Inhalers are essential to managing asthma, but did you know, taking your reliever inhaler
more than two days a week, shows your asthma isn’t controlled.


Maybe the dose of your preventer is not right, or you’re not using your inhaler correctly.
Smoking cessation, keeping active and weight loss are also recommended in the NZ Asthma
Guidelines 2020.


What is often forgotten is HOW you are breathing. This isn’t doing some crazy technique
where you jump in the snow in your underwear, but learning to breathe well and adaptably,
all the time. Research shows that improving breathing in asthmatics reduces symptoms and
inhaler use.


When we breathe, it should be silently through the nose and your upper belly should go
gently outwards. The breath out should be relaxed and twice as long as the breath in.
Asthmatics habitually try to get air in as easily as possible, leading to shallow mouth
breathing and a short exhale.
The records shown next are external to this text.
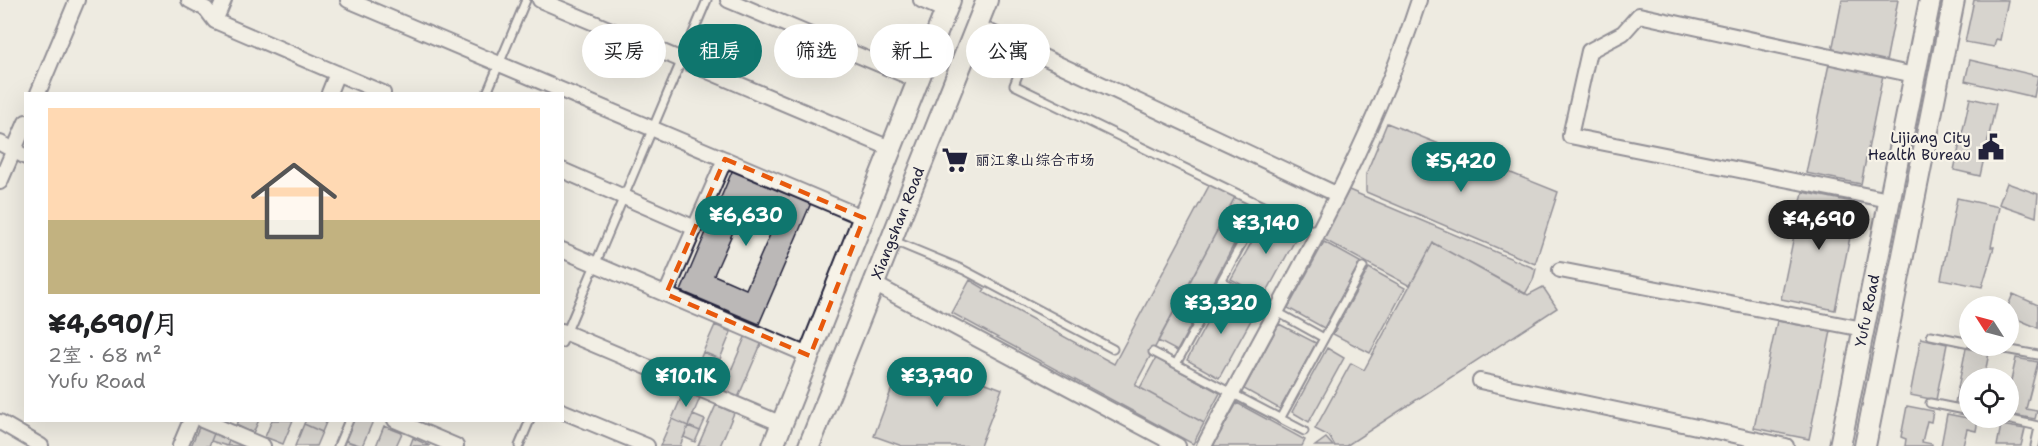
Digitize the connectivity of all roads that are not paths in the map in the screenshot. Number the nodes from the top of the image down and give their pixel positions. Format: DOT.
graph roads {
  1 [pos="77,0"];
  2 [pos="189,0"];
  3 [pos="224,0"];
  4 [pos="348,0"];
  5 [pos="526,0"];
  6 [pos="540,0"];
  7 [pos="707,0"];
  8 [pos="729,0"];
  9 [pos="921,0"];
  10 [pos="987,0"];
  11 [pos="1419,0"];
  12 [pos="1930,0"];
  13 [pos="1954,0"];
  14 [pos="948,5"];
  15 [pos="215,21"];
  16 [pos="697,24"];
  17 [pos="978,24"];
  18 [pos="966,53"];
  19 [pos="678,58"];
  20 [pos="1050,60"];
  21 [pos="500,63"];
  22 [pos="678,69"];
  23 [pos="337,73"];
  24 [pos="1914,75"];
  25 [pos="724,78"];
  26 [pos="1017,78"];
  27 [pos="919,81"];
  28 [pos="38,92"];
  29 [pos="329,92"];
  30 [pos="381,92"];
  31 [pos="487,92"];
  32 [pos="653,128"];
  33 [pos="24,133"];
  34 [pos="0,143"];
  35 [pos="892,149"];
  36 [pos="20,154"];
  37 [pos="725,159"];
  38 [pos="564,171"];
  39 [pos="0,182"];
  40 [pos="1336,194"];
  41 [pos="624,197"];
  42 [pos="1889,200"];
  43 [pos="1262,206"];
  44 [pos="864,218"];
  45 [pos="695,228"];
  46 [pos="1317,232"];
  47 [pos="891,240"];
  48 [pos="564,251"];
  49 [pos="596,264"];
  50 [pos="1363,267"];
  51 [pos="1560,270"];
  52 [pos="1221,281"];
  53 [pos="874,284"];
  54 [pos="666,294"];
  55 [pos="1275,311"];
  56 [pos="1863,329"];
  57 [pos="1931,335"];
  58 [pos="564,336"];
  59 [pos="1324,338"];
  60 [pos="1959,340"];
  61 [pos="1113,349"];
  62 [pos="1153,352"];
  63 [pos="2019,352"];
  64 [pos="2038,355"];
  65 [pos="810,356"];
  66 [pos="1176,364"];
  67 [pos="1480,381"];
  68 [pos="1232,393"];
  69 [pos="1930,402"];
  70 [pos="1959,409"];
  71 [pos="564,412"];
  72 [pos="1280,418"];
  73 [pos="0,422"];
  74 [pos="190,422"];
  75 [pos="207,422"];
  76 [pos="348,422"];
  77 [pos="400,422"];
  78 [pos="529,422"];
  79 [pos="2019,422"];
  80 [pos="782,424"];
  81 [pos="2038,426"];
  82 [pos="1304,431"];
  83 [pos="2038,432"];
  84 [pos="41,446"];
  85 [pos="180,446"];
  86 [pos="263,446"];
  87 [pos="338,446"];
  88 [pos="456,446"];
  89 [pos="519,446"];
  90 [pos="646,446"];
  91 [pos="773,446"];
  92 [pos="809,446"];
  93 [pos="1178,446"];
  94 [pos="1204,446"];
  95 [pos="1786,446"];
  96 [pos="1840,446"];
  97 [pos="1865,446"];
  98 [pos="2035,446"];
  1 -- 28 [label="street"];
  2 -- 15 [label="street"];
  3 -- 15 [label="street"];
  4 -- 21 [label="street"];
  5 -- 21 [label="lane"];
  6 -- 19 [label="street"];
  7 -- 16 [label="lane"];
  8 -- 27 [label="street"];
  9 -- 14 [label="street"];
  10 -- 17 [label="main road, Xiangshan Road"];
  11 -- 40 [label="street"];
  12 -- 24 [label="main road, Yufu Road"];
  13 -- 97 [label="main road, Yufu Road"];
  14 -- 27 [label="main road"];
  15 -- 23 [label="street"];
  18 -- 47 [label="main road, Xiangshan Road"];
  20 -- 40 [label="street"];
  21 -- 31 [label="lane"];
  21 -- 32 [label="street"];
  22 -- 32 [label="lane"];
  23 -- 29 [label="street"];
  23 -- 30 [label="street"];
  24 -- 42 [label="main road, Yufu Road"];
  24 -- 42 [label="street"];
  25 -- 35 [label="street"];
  26 -- 43 [label="lane"];
  27 -- 35 [label="main road"];
  32 -- 37 [label="street"];
  32 -- 41 [label="lane"];
  33 -- 36 [label="street"];
  34 -- 36 [label="street"];
  35 -- 44 [label="main road"];
  36 -- 39 [label="street"];
  37 -- 44 [label="street"];
  37 -- 45 [label="street"];
  38 -- 41 [label="street"];
  40 -- 46 [label="street"];
  41 -- 45 [label="street"];
  41 -- 49 [label="lane"];
  42 -- 56 [label="main road, Yufu Road"];
  43 -- 46 [label="lane"];
  43 -- 52 [label="lane"];
  44 -- 65 [label="main road"];
  45 -- 54 [label="street"];
  46 -- 55 [label="street"];
  47 -- 53 [label="main road, Xiangshan Road"];
  47 -- 61 [label="lane"];
  48 -- 49 [label="street"];
  49 -- 54 [label="street"];
  49 -- 58 [label="lane"];
  50 -- 59 [label="lane"];
  51 -- 56 [label="street"];
  52 -- 55 [label="lane"];
  52 -- 66 [label="lane"];
  53 -- 92 [label="main road, Xiangshan Road"];
  53 -- 93 [label="street"];
  54 -- 65 [label="street"];
  55 -- 59 [label="lane"];
  55 -- 68 [label="street"];
  56 -- 96 [label="main road, Yufu Road"];
  57 -- 60 [label="lane"];
  58 -- 80 [label="street"];
  59 -- 72 [label="lane"];
  62 -- 66 [label="lane"];
  63 -- 64 [label="lane"];
  65 -- 80 [label="main road"];
  66 -- 68 [label="lane"];
  67 -- 95 [label="street"];
  68 -- 72 [label="lane"];
  68 -- 94 [label="street"];
  69 -- 70 [label="lane"];
  71 -- 90 [label="street"];
  72 -- 82 [label="lane"];
  73 -- 84 [label="street"];
  74 -- 85 [label="street"];
  75 -- 86 [label="street"];
  76 -- 87 [label="lane"];
  77 -- 88 [label="street"];
  78 -- 89 [label="lane"];
  79 -- 81 [label="lane"];
  80 -- 91 [label="main road"];
  83 -- 98 [label="lane"];
}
This is how we breathe when stressed and makes asthma
worse.


Thinking about nose/belly breathing and a long-controlled exhale means the air you breathe
in is clean, warm and moist (that’s the nose’s job), that you are relaxed and there is plenty of
space to get the next breath in. Try humming, this helps keep the nose ready and active, it
also gives you a long exhale!


The better you breathe at rest, the harder it is for your asthma symptoms to take hold.